Reise durch Wirklichkeiten

Mittwoch, 17. Februar 2021

Juristerei (1)

Für mich war die Juristerei stets eine Art „Afterwissenschaft“. Ich unterschätzte die komplette Dimension des Rechts und des Rechtsstaats, fürwahr. Aber ich lebte immer im Bewusstsein, dass ein Rechtssystem gesetzt, dem Bürger vorgesetzt, werden könne. Es könne etwas nach bestimmten Interessen Veränderbares sein, wovor mir geradezu ekelte. Ich muss heute zur Kenntnis nehmen, dass Juristen in allen Bereichen der Gesellschaft den Ton angeben, dass sie den Status Quo verwalten sollen. Ob Menschen wie Ghandi, von Stauffenberg, Mandela etc. das geltende „Recht“ gebrochen haben? Ob die Weimarer Verfassung änderbar war? Die Verfassung der DDR? Ob jemand in der Zeit danach sein Recht „gesetzt“ hat? Ob es gar eine Art von Verantwortung geht?

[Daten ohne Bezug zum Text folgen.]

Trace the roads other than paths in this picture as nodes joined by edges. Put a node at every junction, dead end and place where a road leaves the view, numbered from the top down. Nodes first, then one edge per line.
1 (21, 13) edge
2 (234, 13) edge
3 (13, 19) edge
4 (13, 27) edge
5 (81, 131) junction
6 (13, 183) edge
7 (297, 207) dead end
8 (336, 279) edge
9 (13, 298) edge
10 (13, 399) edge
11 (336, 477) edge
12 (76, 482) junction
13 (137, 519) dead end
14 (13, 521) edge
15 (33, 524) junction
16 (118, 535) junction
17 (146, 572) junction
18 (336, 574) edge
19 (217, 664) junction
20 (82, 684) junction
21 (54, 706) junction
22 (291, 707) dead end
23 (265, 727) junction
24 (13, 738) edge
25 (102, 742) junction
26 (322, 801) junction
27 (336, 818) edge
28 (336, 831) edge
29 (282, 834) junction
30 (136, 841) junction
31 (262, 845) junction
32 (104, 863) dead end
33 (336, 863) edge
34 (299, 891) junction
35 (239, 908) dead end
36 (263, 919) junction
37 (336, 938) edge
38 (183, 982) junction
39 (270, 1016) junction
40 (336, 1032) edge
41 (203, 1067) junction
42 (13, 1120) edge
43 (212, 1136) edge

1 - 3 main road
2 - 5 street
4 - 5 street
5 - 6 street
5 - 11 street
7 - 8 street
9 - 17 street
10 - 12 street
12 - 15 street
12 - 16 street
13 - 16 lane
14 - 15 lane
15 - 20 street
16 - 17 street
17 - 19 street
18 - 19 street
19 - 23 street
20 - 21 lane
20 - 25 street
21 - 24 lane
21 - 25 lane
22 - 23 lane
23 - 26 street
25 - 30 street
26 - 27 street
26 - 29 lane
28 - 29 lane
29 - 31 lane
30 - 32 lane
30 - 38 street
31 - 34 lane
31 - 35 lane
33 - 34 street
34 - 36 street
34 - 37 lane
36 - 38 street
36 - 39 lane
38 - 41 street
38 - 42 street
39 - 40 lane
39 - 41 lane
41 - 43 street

Die Juristen, die ich kennengelernt haben, halten von diesem Begriff offensichtlich gar nichts. Sie wollen möglichst kundig darin sein, die Paragraphenwelt zu durchdringen und sie richtig so anzuwenden, dass bestimmte Interessen gewahrt bleiben und sie selbst in optimaler Weise profitieren. Anwälte kassieren fette Honorare, Richter sind stets überlastet und ruhen sich auf ihrer vom Staat garantierten Sicherheit aus. Das scheint mir der praktizierte Alltag zu sein, der uns lange genug als „alternativlos“ dargestellt wurde. So etwas wie Ethik und Moral scheint mir da längst verloren gegangen zu sein, wobei der Mangel an dieser Dimension gleichzeitig eine Art „Überschießen“ in diese Richtung gebracht hat. Moralische Positionen werden allmählich auch bei uns so eingenommen, dass sich dadurch eine Art „Absolutheitsanspruch“ ergeben hat, mit dem keineswegs diskutiert werden kann.